Sonoco Products Company (SON)

Solvency ratios

Dec 31, 2023 Dec 31, 2022 Dec 31, 2021 Dec 31, 2020 Dec 31, 2019
Debt-to-assets ratio 0.42 0.39 0.24 0.24 0.23
Debt-to-capital ratio 0.56 0.57 0.39 0.40 0.40
Debt-to-equity ratio 1.25 1.32 0.65 0.66 0.66
Financial leverage ratio 2.97 3.41 2.76 2.78 2.84

Sonoco Products Co.'s solvency ratios provide insights into the company's ability to meet its financial obligations and manage its debt levels.

The debt-to-assets ratio decreased from 0.46 in 2022 to 0.43 in 2023, indicating that the company has reduced its dependence on debt financing to acquire assets. This could signify effective asset management or a decrease in the company's overall debt burden relative to its asset base.

The debt-to-capital ratio also declined from 0.61 in 2022 to 0.56 in 2023, suggesting that Sonoco Products Co. has decreased its reliance on debt to fund its operations relative to its total capital. This improvement may indicate a stronger financial position and better capital structure management.

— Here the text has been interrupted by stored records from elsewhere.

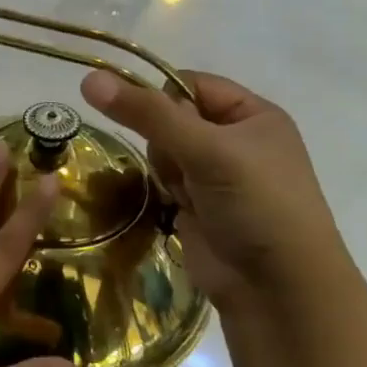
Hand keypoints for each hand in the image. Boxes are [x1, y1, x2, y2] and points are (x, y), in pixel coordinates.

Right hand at [80, 69, 356, 316]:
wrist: (278, 289)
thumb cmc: (256, 206)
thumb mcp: (205, 150)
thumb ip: (146, 113)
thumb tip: (89, 78)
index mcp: (254, 114)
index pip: (189, 83)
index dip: (161, 98)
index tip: (148, 122)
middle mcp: (236, 138)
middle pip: (170, 118)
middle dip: (164, 142)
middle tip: (182, 168)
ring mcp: (217, 173)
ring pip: (162, 150)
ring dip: (165, 170)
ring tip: (185, 195)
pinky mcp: (199, 203)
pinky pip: (164, 179)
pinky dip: (164, 189)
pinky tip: (178, 207)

The debt-to-equity ratio decreased significantly from 1.56 in 2022 to 1.27 in 2023, showing a notable reduction in the level of debt relative to equity. A lower debt-to-equity ratio typically signifies less financial risk and a healthier balance sheet structure.

The financial leverage ratio, which measures the company's total assets relative to equity, decreased from 3.41 in 2022 to 2.97 in 2023. This indicates that Sonoco Products Co. has reduced its financial leverage and may have lower financial risk associated with its capital structure.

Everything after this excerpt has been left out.